What does she think causes a prolapsed cord?!?!

WindyhillBSN

WindyhillBSN

Specializes in Telemetry/Cardiac Floor. 383 Posts

What a nightmare! I was 5cm when my membranes were ruptured...but it turned out good b/c my little one had meconium...thank God he didn't swallow any. I wonder how long he was in there like that?

klone, MSN, RN

Specializes in OB-Gyn/Primary Care/Ambulatory Leadership. Has 16 years experience. 14,352 Posts

What a nightmare! I was 5cm when my membranes were ruptured...but it turned out good b/c my little one had meconium...thank God he didn't swallow any. I wonder how long he was in there like that?

I'm sure he did swallow some.

Hushi05

Hushi05

63 Posts

I have two questions on related issues:

Where I work, residents generally don't want a patient with ROM to get up and walk, use the bathroom, etc. Sometimes if we push, they'll say, "Oh, well, ok since the head is applied." Some of the midwives are more lenient ("She walked in her ruptured."). Many of the nurses will not let a woman who comes into triage c/o ROM get up again once she is in the bed and ROM is confirmed. "Help me wheel her to her room."

Anyway, I'm not sure what is reasonable or not. What is the policy where you work? If there is no policy, what do your providers say? What do you do in your own practice?

***

Second question, I've never personally dealt with a prolapsed cord. Obviously, if the patient is *in labor* and you see decels, you have to get your hand in there and keep the babies head up.
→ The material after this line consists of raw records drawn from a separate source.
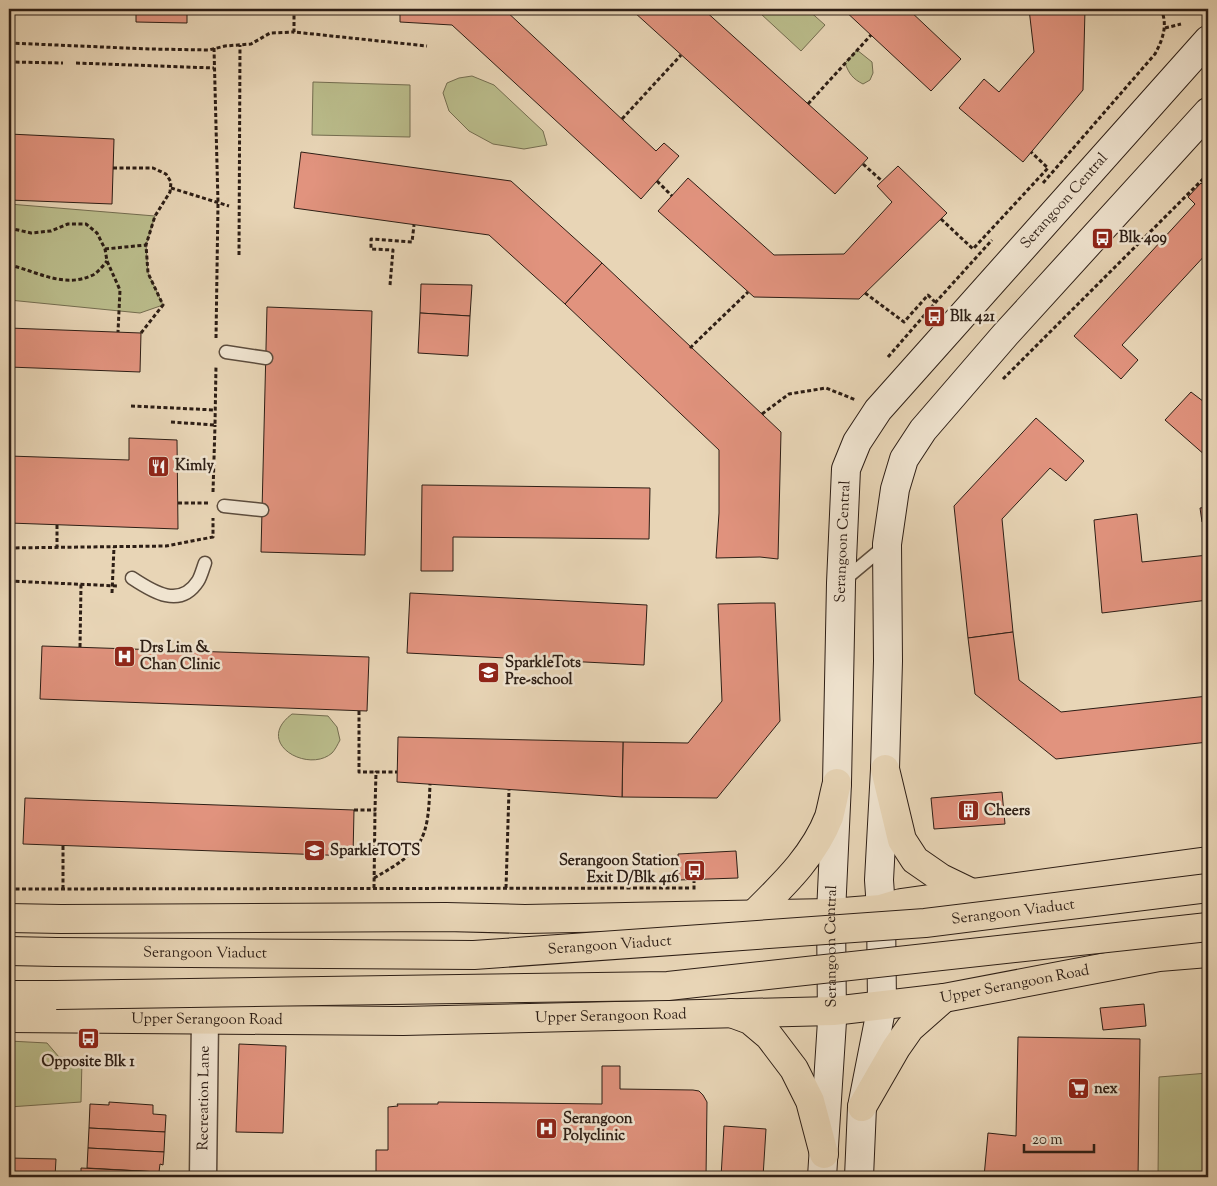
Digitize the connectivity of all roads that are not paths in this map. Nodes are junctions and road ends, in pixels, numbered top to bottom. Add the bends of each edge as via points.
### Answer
1 (1208, 40) edge
2 (1208, 112) edge
3 (226, 352) dead end
4 (266, 358) dead end
5 (219, 505) road end
6 (262, 510) dead end
7 (887, 544) junction
8 (205, 563) dead end
9 (129, 582) road end
10 (840, 583) junction
11 (885, 769) junction
12 (837, 783) junction
13 (1208, 861) edge
14 (1208, 888) edge
15 (972, 893) junction
16 (882, 908) junction
17 (831, 913) junction
18 (754, 914) junction
19 (9, 918) edge
20 (1208, 927) edge
21 (9, 952) edge
22 (1208, 953) edge
23 (9, 995) edge
24 (944, 998) junction
25 (882, 1005) junction
26 (832, 1010) junction
27 (730, 1013) junction
28 (9, 1018) edge
29 (205, 1019) junction
30 (862, 1107) junction
31 (823, 1165) edge
32 (203, 1177) edge
33 (859, 1177) edge

1 - 10 main road, Serangoon Central via 878,410 857,442 846,469
2 - 7 main road via 923,430 904,459 894,489
3 - 4 lane
5 - 6 lane
7 - 10 lane
7 - 11 main road
8 - 9 lane via 198,581 186,593 167,596
10 - 12 main road, Serangoon Central
11 - 15 main road via 902,840 915,860 941,878
11 - 16 main road via 879,880
12 - 17 main road, Serangoon Central
12 - 18 main road via 828,817 809,855
13 - 15 main road
14 - 21 main road, Serangoon Viaduct, bridge via 925,923 474,956
15 - 16 main road
16 - 17 main road
16 - 25 main road
17 - 18 main road
17 - 26 main road, Serangoon Central
18 - 19 main road via 525,919
20 - 23 main road, bridge via 668,986
22 - 24 main road, Upper Serangoon Road via 1159,957
24 - 25 main road, Upper Serangoon Road
24 - 30 main road via 910,1028
25 - 26 main road, Upper Serangoon Road
25 - 30 main road
26 - 27 main road, Upper Serangoon Road
26 - 31 main road, Serangoon Central
27 - 29 main road, Upper Serangoon Road via 403,1021
27 - 31 main road via 750,1020 769,1036 794,1069 810,1101
28 - 29 main road, Upper Serangoon Road
29 - 32 street, Recreation Lane
30 - 33 main road

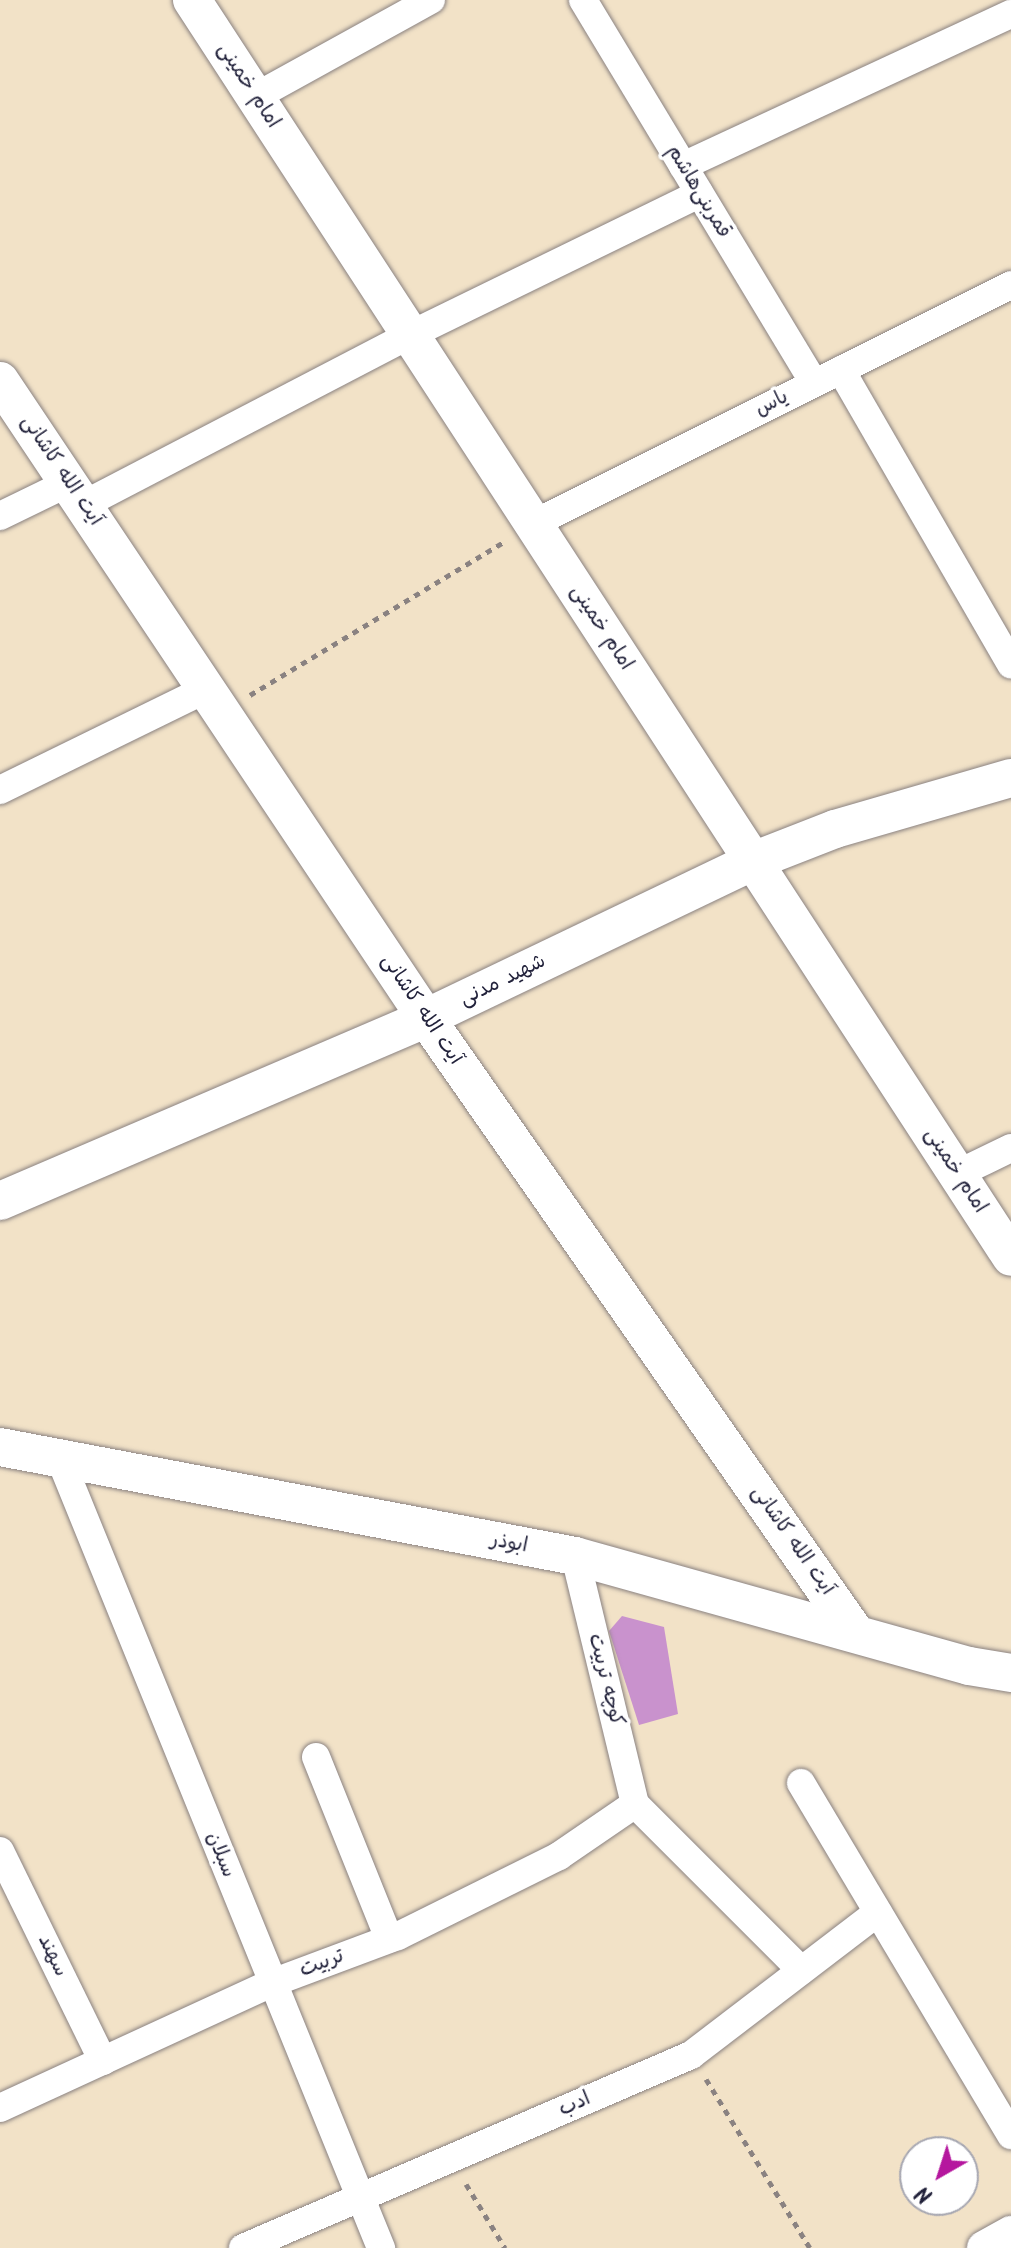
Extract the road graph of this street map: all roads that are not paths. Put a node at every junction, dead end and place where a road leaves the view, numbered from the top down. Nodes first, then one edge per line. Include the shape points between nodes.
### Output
1 (192, 0) edge
2 (431, 0) edge
3 (583, 0) edge
4 (1011, 14) edge
5 (255, 97) junction
6 (683, 166) junction
7 (699, 194) junction
8 (1011, 285) edge
9 (410, 335) junction
10 (841, 370) junction
11 (0, 381) edge
12 (814, 383) junction
13 (76, 494) junction
14 (0, 516) edge
15 (533, 524) junction
16 (1011, 664) edge
17 (214, 701) junction
18 (1011, 778) edge
19 (0, 790) edge
20 (753, 861) junction
21 (426, 1018) junction
22 (1011, 1148) edge
23 (957, 1174) junction
24 (0, 1201) edge
25 (1011, 1257) edge
26 (0, 1447) edge
27 (61, 1461) junction
28 (575, 1556) junction
29 (854, 1631) junction
30 (1011, 1673) edge
31 (316, 1757) dead end
32 (801, 1783) dead end
33 (635, 1804) junction
34 (0, 1851) edge
35 (878, 1912) junction
36 (389, 1939) junction
37 (801, 1970) junction
38 (272, 1983) junction
39 (103, 2061) junction
40 (0, 2108) edge
41 (1011, 2135) edge
42 (359, 2200) junction
43 (1011, 2233) edge
44 (243, 2248) edge
45 (381, 2248) edge
46 (984, 2248) edge

1 - 5 main road, امام خمینی
2 - 5 street
3 - 6 street, قمربنی‌هاشم
4 - 6 street
5 - 9 main road, امام خمینی
6 - 7 street, قمربنی‌هاشم
7 - 9 street
7 - 12 street, قمربنی‌هاشم
8 - 10 street, یاس
9 - 13 street
9 - 15 main road, امام خمینی
10 - 12 street, یاس
10 - 16 street
11 - 13 main road, آیت الله کاشانی
12 - 15 street, یاس
13 - 14 street
13 - 17 main road, آیت الله کاشانی
15 - 20 main road, امام خمینی
17 - 19 street
17 - 21 main road, آیت الله کاشانی
18 - 20 main road, شهید مدنی via 835,829
20 - 21 main road, شهید مدنی
20 - 23 main road, امام خمینی
21 - 24 main road, شهید مدنی
21 - 29 main road, آیت الله کاشانی
22 - 23 street
23 - 25 main road, امام خمینی
26 - 27 main road, ابوذر
27 - 28 main road, ابوذر
27 - 38 street, سبلان
28 - 29 main road, ابوذر
28 - 33 street, کوچه تربیت
29 - 30 main road, ابوذر via 969,1666
31 - 36 street
32 - 35 street
33 - 36 street, تربیت via 559,1856
33 - 37 street
34 - 39 street, سهند
35 - 37 street, ادب
35 - 41 street
36 - 38 street, تربیت
37 - 42 street, ادب via 691,2055
38 - 39 street, تربیت
38 - 42 street, سبلان
39 - 40 street, تربیت
42 - 44 street, ادب
42 - 45 street, سبلان
43 - 46 street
But it has happened on our antepartum unit that a PPROMer who is not in labor will prolapse a cord. (the nurse notices during assessment or the patient feels something). One of our OBs was scolding the nurse for putting her hand in the patient to raise the head and said that since the patient wasn't in labor, there was nothing pressing on the cord. She also said something about if the fetal heart beat goes chugging along without any decels, there is no need to put your hand in. (I don't believe in this case that the patient was on a monitor- should the nurse have gone to get one to assess the FHR?)

So, what would you have done? Assess the heart rate first? Put your hand in? Just call the physicians and prep for a c/s without putting your hand in?

AprilAZRN

AprilAZRN

Has 7 years experience. 20 Posts

if head is well applied and FHT is reassuring for an hour or so I'd let the SROM'd pt w/ no other risk factors ambulate.

The PPROM'er, I'd have gotten heart tones first. You really want to minimize SVE's.